Most Christians will agree with the above sentiment. Unfortunately, they lose too much when they believe such a thing. This charge of failing to secure the protection of someone is the same charge critics levy against God. If God truly loves people, and if he is truly capable of stopping evil, then all of these bad things that occur shouldn't happen. I shouldn't have the opportunity to stop a rape by shooting the attacker because I should be able to trust that God will stop it - if he loves us and can stop evil. Surely if I can stop evil with a gun, God could stop evil with his word. But God often doesn't stop evil. So is God unloving? Is he incapable? Or is there a reason every evil man and woman aren't destroyed prior to, or upon the commission of an evil act? If pacifists are guilty of "inaction" and an action that is "unloving," then surely the same accusation applies to God.
Pacifists, however, understand that the most loving action might not always produce the results we want with the expediency we want.
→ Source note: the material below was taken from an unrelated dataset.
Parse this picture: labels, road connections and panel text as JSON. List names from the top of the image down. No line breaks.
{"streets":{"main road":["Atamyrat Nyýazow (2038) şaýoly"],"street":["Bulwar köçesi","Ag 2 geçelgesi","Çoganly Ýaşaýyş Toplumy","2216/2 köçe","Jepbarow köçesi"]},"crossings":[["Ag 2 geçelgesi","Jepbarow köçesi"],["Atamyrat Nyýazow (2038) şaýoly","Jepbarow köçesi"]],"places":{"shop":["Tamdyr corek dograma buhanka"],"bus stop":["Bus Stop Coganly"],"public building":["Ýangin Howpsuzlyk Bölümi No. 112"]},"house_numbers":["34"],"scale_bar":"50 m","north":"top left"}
Instead of killing an assailant, it may mean talking to them. Instead of killing an attacker, it may mean enduring their attack, then looking them in the eyes with forgiveness at trial. It may mean taking in refugees or a persecuted group in your country under penalty of prison or death, rather than taking up arms against another. Rather than inaction, pacifism produces an action that can be infused with far greater bravery than those who bear arms. And in so choosing a life of self-sacrifice and endurance - a life that faces evil and power with humility and love - the message of Christ can be heard and validated. How will our enemies hear the gospel if they're dead? How will they take in the gospel if we have not modeled that we, like we claim of our God, will die that our enemies may truly live? Pacifistic action does not use inaction as its means, but rather implements the means of God. Pacifism is not human pragmatism. It doesn't view our goal as the prevention of our suffering because we're innocent, for this is not what Christ modeled to us. Pacifism embraces the means of God for the purposes of God, even though this may be foolishness to the world.
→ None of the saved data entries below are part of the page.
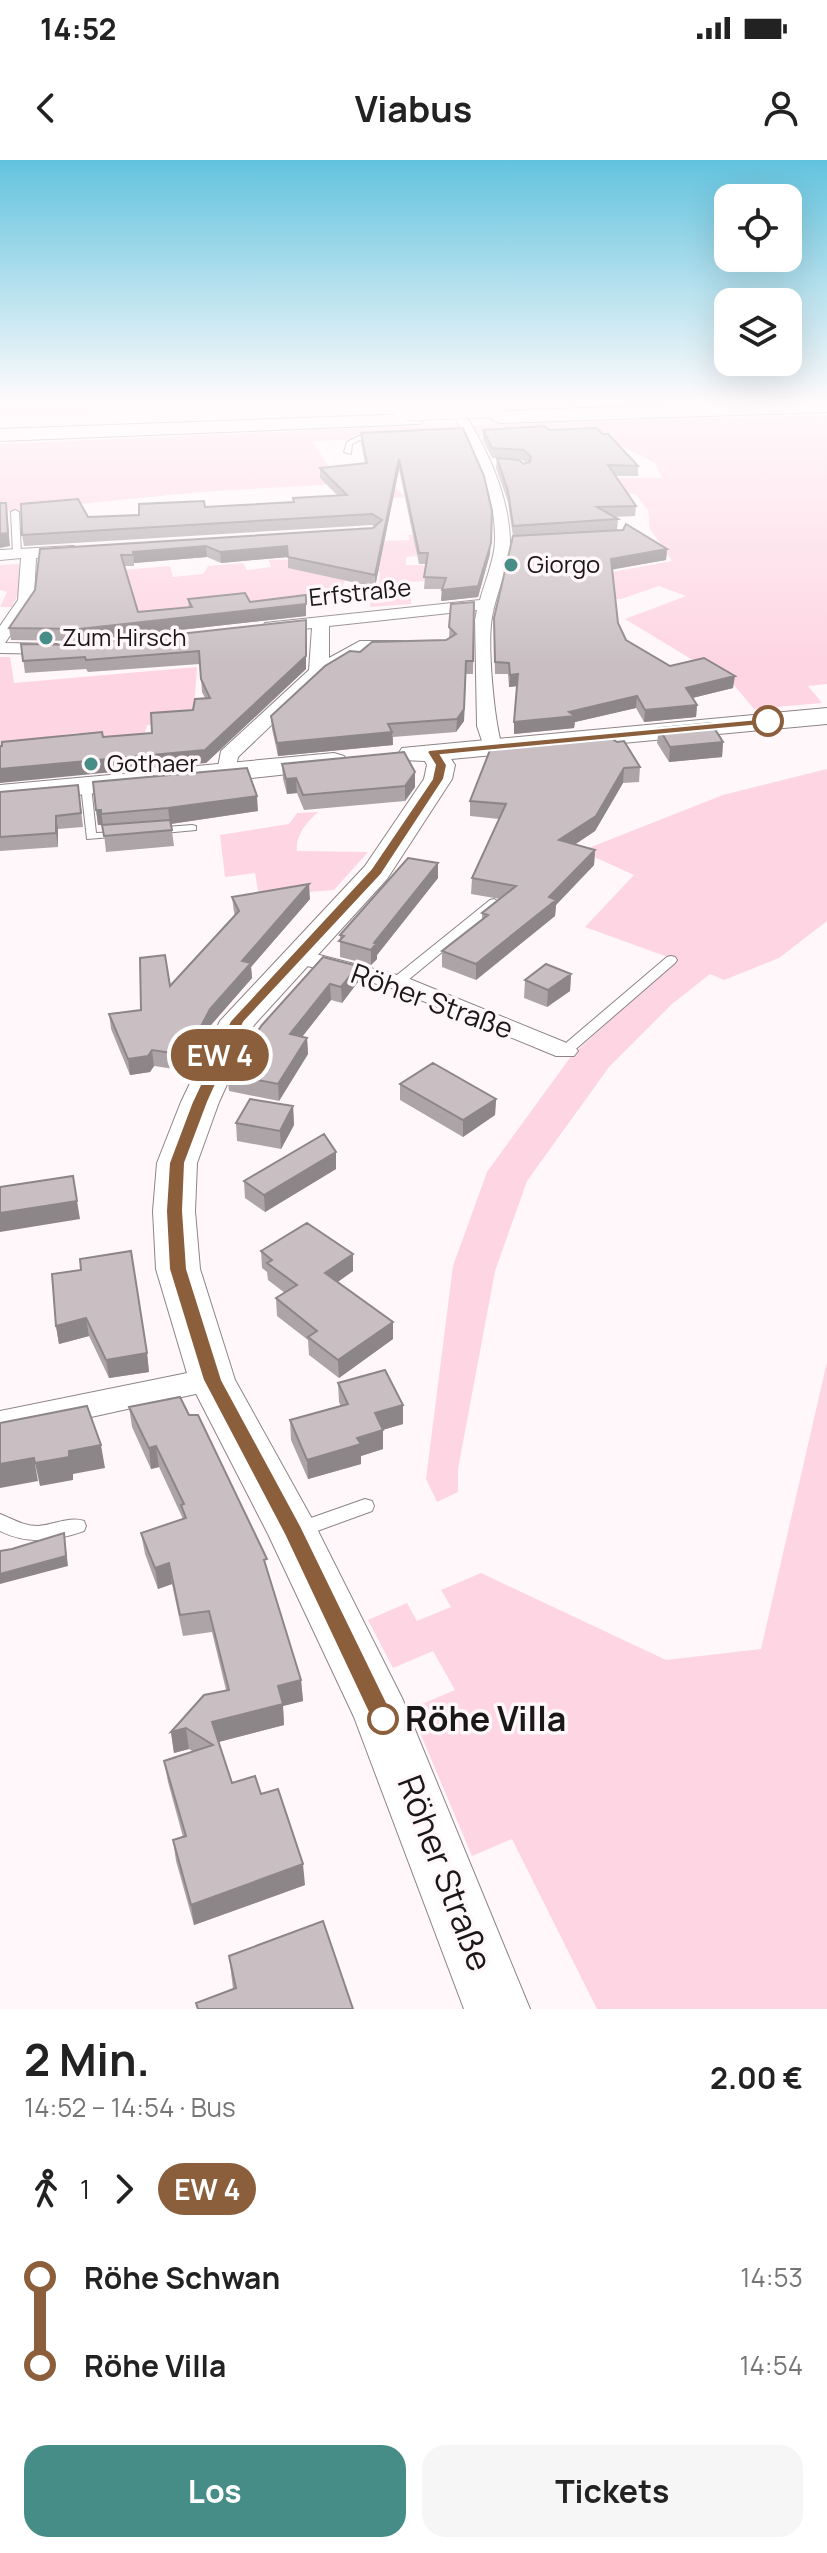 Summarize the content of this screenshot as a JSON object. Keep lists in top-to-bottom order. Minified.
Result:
{"streets":{"main road":["Röher Straße"],"street":["Erfstraße"]},"places":["Giorgo","Zum Hirsch","Gothaer","Röhe Villa"],"page":{"status":"14:52","header":"Viabus","on_map":"EW 4","heading":["2 Min.","14:52 – 14:54 · Bus","2.00 €"],"legs":["1","EW 4"],"list":[{"name":"Röhe Schwan","value":"14:53"},{"name":"Röhe Villa","value":"14:54"}],"buttons":["Los","Tickets"]}} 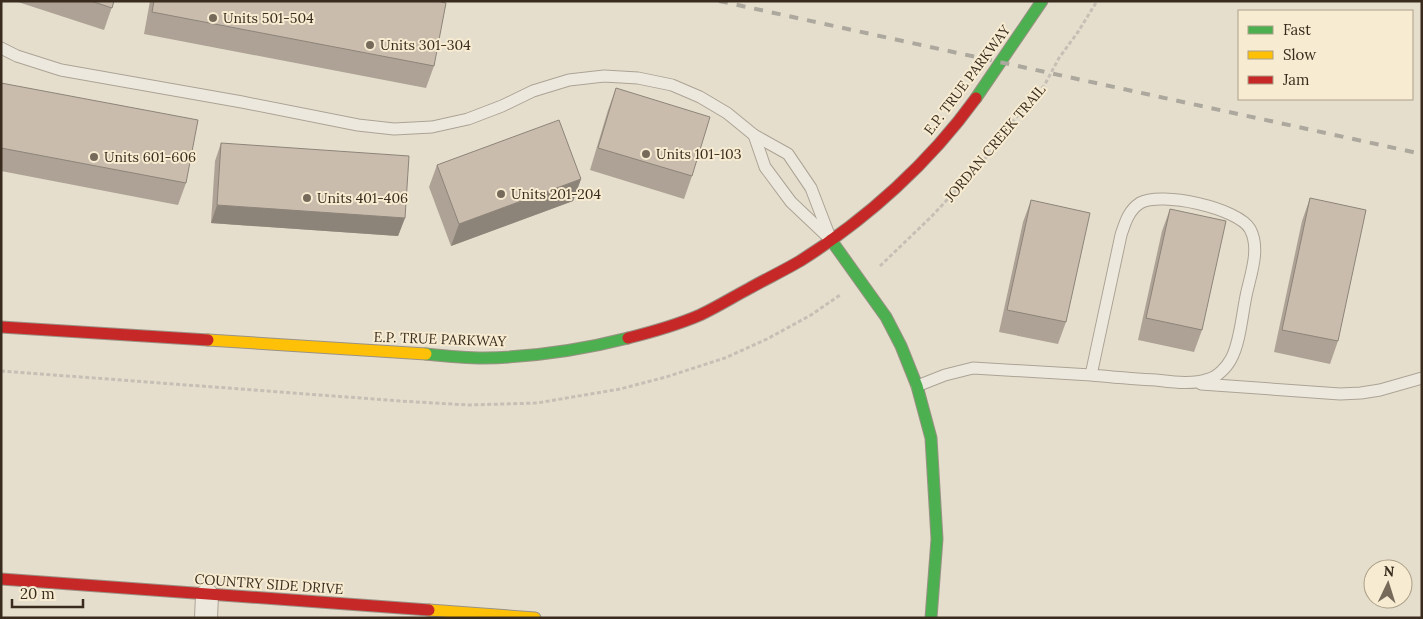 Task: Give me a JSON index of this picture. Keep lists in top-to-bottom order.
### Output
{
  "streets": {
    "main road": ["E.P. TRUE PARKWAY", "COUNTRY SIDE DRIVE"],
    "path": ["JORDAN CREEK TRAIL"]
  },
  "places": [
    "Units 501-504",
    "Units 301-304",
    "Units 101-103",
    "Units 601-606",
    "Units 201-204",
    "Units 401-406"
  ],
  "legend": ["Fast", "Slow", "Jam"],
  "scale_bar": "20 m",
  "north": "top"
}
In the end, God has given the sword to the government. It is the government's role to punish. The same Bible that says this is by no means ignorant as to the great evil that government may embody. The church was on the receiving end of much harsh persecution. They understood that governments can be corrupt. Nevertheless, they also understood that God is sovereign over the institution to whom he gives the sword, and they understood the means that God had given to the church to use, which conflict greatly with a Christian's use of this sword (see church father quotes). The Christians of the early church embraced the suffering Christ had promised would be theirs, submitted to the authorities God had ordained rather than claiming they were illegitimate, and loved unto death rather than seeking to preserve their own lives.
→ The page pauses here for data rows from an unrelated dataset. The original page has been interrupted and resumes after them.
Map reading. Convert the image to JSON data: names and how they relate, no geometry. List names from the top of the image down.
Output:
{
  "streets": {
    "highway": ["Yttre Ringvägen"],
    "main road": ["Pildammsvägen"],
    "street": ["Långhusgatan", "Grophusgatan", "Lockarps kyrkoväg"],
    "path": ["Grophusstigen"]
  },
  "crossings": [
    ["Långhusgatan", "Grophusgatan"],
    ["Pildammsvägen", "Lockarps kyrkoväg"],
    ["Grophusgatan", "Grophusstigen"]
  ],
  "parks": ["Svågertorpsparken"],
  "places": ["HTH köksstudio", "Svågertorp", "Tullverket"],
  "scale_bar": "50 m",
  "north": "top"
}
Pacifism is the most loving action one can have. It elevates all life, even the life of enemies. It says that another's life is more important than my own and more important than any suffering I may have to endure. It says that I will put my life on the line to help others even though I myself am defenseless. It says that the message of the gospel is more important than my life, and I will abstain from taking my assailant's life so that they might one day have the opportunity to hear explained what they see me demonstrate in the laying down of my life.